It wasn’t until he was gone that I realized I hadn’t mentioned the guy in the café.

You know, most people – female and male – would feel pretty lucky to have a guy that looks like that trying to start a conversation,
I told myself.
You look at him and decide he’s some kind of scary stalker. Maybe you’re just paranoid.

Maybe I was, but for good cause. And even though I still couldn’t figure out why, Coffee Guy made the hair on the back of my neck stand up. Personally, I don’t find that attractive in a man. I wasn’t giving him the benefit of the doubt, not when so many weird things were going on.

My phone buzzed again, and I startled. It was Kell.

“What’s up?” I asked.

“I told you about some of the weird stuff we’ve been seeing,” Kell said. “Then I thought, maybe I should show you. So… our group is going out to take a look at a haunted house that’s giving the real estate agent fits. We’ve been there before and it was active, but apparently not like this. Do you and Teag want to come?”

“When?”

Kell chuckled. “Wow. I should use the haunted house bit to get company more often,” he joked. “Day after tomorrow? We generally go after it’s dark enough that the ghosts will move but the neighbors won’t call the cops.”

“Works for me. And I’ll let Teag know right away.”

“Great.” He paused. “I really appreciate you taking this seriously. I think there’s something going on, but it’s not anything I can explain.”

“Let’s see what we can find out,” I said, trying to sound more chipper than I felt. I was afraid there was more at work than jumpy ghosts. “See you then.”

 

 

“D
ON’T FORGET,
I have an appointment at noon with Father Anne,” I said to Teag the next morning. Today was the day she and I were going to free poor Tad’s spirit from the hair wreath necklace.

He nodded. “I’ll stay with Maggie, in case we do get those busloads of Canadian tourists you were expecting,” he added with a grin.

Maggie had to keep her swollen ankle elevated, and she looked like she had been in a car wreck, but she insisted on coming in at least for part of the day, and had a doctor’s note to back her up. We were busier than usual, so the morning passed quickly. I sold a vintage tea set to a woman who was delighted to find one just like her grandmother’s. A brass lantern, an old seafarer’s telescope, and more vintage jewelry found new homes, which made for a profitable morning.
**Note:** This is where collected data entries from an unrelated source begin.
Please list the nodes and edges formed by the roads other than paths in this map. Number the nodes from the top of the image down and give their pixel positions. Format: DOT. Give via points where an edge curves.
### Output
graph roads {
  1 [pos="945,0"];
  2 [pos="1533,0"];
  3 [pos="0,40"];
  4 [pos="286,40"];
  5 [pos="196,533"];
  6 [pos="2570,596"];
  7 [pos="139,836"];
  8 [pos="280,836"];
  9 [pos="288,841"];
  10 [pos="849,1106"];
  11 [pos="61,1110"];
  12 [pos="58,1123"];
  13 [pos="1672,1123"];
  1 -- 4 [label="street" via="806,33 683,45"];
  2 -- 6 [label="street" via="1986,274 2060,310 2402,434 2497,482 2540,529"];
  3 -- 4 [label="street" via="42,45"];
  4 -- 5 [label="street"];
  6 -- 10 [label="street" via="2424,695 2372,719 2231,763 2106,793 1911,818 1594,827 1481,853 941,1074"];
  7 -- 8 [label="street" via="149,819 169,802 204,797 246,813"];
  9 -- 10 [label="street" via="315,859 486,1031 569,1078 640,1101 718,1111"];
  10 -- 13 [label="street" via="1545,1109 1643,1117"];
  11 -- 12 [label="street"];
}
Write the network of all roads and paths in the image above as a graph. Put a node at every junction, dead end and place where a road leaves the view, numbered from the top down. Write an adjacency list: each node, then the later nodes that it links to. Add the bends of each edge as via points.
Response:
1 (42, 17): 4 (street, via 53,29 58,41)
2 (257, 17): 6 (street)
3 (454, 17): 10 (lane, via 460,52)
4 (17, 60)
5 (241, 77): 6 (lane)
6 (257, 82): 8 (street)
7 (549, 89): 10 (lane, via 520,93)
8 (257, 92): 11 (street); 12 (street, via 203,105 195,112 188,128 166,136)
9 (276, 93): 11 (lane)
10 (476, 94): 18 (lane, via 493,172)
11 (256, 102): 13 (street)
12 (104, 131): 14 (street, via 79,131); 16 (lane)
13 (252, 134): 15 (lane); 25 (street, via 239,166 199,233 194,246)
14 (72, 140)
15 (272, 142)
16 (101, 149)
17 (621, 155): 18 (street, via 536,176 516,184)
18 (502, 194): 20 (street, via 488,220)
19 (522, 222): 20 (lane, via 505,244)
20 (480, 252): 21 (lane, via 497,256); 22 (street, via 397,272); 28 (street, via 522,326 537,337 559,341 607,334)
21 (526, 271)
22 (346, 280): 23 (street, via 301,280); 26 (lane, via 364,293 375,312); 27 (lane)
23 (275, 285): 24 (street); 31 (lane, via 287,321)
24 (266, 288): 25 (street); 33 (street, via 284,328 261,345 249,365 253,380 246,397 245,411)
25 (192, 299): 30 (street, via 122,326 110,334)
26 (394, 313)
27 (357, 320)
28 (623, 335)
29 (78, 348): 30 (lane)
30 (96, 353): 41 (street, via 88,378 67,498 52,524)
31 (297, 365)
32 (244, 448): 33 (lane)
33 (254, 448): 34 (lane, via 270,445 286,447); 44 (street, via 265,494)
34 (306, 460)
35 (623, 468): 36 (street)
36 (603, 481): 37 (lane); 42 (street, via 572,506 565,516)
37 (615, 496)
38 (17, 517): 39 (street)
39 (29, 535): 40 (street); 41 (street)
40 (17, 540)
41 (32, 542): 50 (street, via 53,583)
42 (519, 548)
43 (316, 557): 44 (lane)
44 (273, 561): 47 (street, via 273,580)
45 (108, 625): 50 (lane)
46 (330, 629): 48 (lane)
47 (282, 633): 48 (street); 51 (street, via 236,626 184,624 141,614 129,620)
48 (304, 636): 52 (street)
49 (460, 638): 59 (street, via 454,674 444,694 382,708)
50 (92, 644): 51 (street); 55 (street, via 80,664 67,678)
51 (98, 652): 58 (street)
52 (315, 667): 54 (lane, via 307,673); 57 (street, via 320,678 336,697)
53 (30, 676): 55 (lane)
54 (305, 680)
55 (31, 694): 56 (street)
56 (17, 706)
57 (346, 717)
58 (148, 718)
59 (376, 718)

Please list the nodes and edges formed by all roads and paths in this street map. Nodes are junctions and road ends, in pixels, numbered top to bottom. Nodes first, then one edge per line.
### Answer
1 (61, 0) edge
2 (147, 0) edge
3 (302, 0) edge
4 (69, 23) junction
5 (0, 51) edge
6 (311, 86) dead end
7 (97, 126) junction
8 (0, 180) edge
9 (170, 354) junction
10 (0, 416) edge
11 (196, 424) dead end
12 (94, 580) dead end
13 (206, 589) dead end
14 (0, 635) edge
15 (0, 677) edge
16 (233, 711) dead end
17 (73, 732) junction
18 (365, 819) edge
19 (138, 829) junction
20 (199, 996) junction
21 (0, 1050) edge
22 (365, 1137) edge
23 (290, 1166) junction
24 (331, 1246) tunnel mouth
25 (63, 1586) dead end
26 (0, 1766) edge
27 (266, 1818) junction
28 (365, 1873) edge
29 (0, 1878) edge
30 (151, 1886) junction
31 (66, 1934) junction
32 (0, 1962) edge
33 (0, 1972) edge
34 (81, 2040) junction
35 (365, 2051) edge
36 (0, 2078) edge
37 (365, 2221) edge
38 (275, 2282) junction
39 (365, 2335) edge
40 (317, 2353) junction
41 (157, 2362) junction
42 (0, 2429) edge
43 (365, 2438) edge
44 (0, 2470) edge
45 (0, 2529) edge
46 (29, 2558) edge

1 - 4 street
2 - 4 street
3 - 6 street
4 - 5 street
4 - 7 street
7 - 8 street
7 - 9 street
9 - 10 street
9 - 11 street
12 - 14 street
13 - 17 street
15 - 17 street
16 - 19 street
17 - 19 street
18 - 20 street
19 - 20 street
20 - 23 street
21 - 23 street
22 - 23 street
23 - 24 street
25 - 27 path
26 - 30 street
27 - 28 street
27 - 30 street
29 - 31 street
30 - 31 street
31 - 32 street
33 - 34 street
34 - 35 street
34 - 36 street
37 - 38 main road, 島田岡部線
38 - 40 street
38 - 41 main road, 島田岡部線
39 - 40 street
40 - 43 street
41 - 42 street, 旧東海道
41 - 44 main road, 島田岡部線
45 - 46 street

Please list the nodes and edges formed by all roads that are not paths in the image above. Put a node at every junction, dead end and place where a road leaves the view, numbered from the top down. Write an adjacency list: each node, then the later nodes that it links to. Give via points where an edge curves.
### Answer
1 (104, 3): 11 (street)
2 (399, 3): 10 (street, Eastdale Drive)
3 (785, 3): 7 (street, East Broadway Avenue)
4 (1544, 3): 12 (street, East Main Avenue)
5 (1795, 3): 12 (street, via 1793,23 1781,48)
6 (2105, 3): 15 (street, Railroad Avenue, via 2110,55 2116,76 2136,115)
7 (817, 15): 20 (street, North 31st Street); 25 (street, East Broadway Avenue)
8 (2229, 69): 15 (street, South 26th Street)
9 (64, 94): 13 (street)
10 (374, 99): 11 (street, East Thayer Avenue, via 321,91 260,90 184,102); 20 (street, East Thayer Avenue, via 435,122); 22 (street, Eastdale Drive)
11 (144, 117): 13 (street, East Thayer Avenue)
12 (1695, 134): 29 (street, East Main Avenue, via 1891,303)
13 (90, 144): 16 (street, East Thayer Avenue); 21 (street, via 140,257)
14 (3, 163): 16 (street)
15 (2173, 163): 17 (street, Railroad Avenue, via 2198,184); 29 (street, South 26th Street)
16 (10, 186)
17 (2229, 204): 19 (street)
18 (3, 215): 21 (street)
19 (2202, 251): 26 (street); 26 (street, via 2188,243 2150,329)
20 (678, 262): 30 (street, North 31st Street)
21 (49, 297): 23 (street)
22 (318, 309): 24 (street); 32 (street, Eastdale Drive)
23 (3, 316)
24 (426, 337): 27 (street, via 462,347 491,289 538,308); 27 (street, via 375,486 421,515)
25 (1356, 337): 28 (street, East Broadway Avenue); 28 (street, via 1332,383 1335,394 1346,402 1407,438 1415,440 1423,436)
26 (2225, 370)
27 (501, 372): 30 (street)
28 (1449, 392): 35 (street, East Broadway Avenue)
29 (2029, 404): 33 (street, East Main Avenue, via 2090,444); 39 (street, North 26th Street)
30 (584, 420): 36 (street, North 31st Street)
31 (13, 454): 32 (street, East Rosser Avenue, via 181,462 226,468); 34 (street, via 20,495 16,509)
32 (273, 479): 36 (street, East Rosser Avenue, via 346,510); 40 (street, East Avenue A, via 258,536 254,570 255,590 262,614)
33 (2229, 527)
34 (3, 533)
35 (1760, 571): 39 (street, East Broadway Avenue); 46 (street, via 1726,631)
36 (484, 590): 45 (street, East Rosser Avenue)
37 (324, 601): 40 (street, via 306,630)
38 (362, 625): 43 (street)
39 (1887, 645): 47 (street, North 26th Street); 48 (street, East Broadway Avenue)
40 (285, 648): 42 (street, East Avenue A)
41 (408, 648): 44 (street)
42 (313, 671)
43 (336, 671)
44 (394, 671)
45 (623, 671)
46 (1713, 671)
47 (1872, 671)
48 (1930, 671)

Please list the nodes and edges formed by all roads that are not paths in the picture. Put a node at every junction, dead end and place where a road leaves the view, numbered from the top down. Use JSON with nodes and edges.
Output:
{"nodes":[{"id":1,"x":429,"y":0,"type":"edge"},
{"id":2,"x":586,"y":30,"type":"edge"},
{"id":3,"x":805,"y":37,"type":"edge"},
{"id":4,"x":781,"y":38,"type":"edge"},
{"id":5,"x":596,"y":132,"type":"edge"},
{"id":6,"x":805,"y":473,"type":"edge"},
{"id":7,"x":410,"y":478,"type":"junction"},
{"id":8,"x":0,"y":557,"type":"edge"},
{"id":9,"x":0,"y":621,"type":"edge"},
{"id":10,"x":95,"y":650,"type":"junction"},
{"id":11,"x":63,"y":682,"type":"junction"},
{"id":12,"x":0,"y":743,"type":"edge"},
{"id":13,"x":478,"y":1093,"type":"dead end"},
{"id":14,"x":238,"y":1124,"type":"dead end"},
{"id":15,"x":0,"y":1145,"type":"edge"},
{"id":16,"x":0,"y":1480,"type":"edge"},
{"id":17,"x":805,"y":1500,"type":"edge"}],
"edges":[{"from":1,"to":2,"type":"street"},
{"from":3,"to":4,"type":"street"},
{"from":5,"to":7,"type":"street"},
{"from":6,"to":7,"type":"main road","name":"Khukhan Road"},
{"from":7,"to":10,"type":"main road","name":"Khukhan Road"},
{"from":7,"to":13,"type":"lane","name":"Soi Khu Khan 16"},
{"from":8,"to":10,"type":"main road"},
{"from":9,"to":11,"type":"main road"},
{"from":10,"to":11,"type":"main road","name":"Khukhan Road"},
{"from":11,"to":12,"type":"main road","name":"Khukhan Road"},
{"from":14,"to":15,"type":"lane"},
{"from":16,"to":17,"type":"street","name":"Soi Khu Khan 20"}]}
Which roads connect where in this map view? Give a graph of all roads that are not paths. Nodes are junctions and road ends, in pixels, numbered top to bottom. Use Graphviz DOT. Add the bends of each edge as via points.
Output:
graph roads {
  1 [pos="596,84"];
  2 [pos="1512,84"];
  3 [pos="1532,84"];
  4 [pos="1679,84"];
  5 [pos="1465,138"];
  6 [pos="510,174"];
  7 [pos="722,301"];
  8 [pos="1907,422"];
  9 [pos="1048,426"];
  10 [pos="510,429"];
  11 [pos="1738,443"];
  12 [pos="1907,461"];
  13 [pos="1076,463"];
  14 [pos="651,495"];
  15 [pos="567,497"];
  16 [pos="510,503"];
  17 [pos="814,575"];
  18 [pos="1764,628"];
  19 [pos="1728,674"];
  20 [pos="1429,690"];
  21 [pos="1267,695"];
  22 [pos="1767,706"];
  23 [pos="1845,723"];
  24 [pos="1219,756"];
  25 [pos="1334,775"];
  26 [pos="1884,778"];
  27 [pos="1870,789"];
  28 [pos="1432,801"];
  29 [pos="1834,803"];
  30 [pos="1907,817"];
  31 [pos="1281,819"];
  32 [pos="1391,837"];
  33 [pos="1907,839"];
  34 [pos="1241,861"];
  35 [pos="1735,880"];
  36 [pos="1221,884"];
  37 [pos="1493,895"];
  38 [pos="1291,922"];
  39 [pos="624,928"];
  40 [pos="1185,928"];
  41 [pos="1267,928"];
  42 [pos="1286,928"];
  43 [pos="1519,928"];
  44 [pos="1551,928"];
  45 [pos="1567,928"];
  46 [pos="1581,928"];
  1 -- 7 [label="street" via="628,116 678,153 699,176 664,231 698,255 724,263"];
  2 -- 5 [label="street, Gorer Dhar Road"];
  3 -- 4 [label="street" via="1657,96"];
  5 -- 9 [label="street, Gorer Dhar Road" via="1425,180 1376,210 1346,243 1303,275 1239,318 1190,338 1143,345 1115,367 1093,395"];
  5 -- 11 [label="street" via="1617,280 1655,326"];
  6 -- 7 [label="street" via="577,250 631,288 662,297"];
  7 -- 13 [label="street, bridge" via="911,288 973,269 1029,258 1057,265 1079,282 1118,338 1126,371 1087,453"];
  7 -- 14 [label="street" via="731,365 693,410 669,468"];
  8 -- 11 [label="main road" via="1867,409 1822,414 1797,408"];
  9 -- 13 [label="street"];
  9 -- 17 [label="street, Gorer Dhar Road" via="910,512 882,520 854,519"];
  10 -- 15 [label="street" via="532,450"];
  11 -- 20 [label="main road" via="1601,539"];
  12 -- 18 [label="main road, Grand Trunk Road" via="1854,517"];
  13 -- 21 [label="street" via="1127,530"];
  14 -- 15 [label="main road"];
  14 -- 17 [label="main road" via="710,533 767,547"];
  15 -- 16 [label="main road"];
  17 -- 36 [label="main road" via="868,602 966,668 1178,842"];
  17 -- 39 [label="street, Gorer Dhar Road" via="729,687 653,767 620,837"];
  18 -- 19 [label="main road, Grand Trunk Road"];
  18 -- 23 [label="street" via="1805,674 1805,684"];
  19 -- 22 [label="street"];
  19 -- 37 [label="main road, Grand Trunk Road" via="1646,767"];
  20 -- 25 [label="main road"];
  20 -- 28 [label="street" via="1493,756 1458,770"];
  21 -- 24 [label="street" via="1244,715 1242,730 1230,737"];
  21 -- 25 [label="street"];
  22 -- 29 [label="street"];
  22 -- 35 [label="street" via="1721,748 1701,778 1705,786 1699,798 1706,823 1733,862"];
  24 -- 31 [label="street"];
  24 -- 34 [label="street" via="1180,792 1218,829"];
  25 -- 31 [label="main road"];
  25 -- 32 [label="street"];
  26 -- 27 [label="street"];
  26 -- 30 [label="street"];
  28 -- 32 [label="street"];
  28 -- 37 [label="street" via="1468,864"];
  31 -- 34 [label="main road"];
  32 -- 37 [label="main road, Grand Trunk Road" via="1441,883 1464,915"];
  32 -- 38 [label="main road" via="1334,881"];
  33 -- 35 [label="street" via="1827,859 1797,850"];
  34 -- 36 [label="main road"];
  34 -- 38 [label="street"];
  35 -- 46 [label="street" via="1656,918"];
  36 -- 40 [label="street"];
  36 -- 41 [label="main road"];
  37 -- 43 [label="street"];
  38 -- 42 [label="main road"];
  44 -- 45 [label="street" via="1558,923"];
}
“Are you sure you’re okay meeting Father Anne without extra back-up?” Teag asked in a low voice when he followed me into the break room. I knew what he meant. Father Anne and I were both pretty good at watching out for ourselves, but with someone attacking Sorren’s interests, it never hurt to take extra precautions.

“That’s one reason I suggested she and I meet at noon,” I replied. “It’s a good time for working light magic, but not as good for dark magic.” Everyone thinks of midnight as the witching hour. They forget that noon has also traditionally been believed to be just as friendly for supernatural workings. Both midnight and noon are ‘liminal times’, when the veil between our realm and the next thins and magic becomes easier to work. Most creatures and people who are up to no good don’t like doing their dirty deeds in daylight. Add to that the fact that a number of supernatural creatures are allergic to direct sunlight, and I figured we would be safe.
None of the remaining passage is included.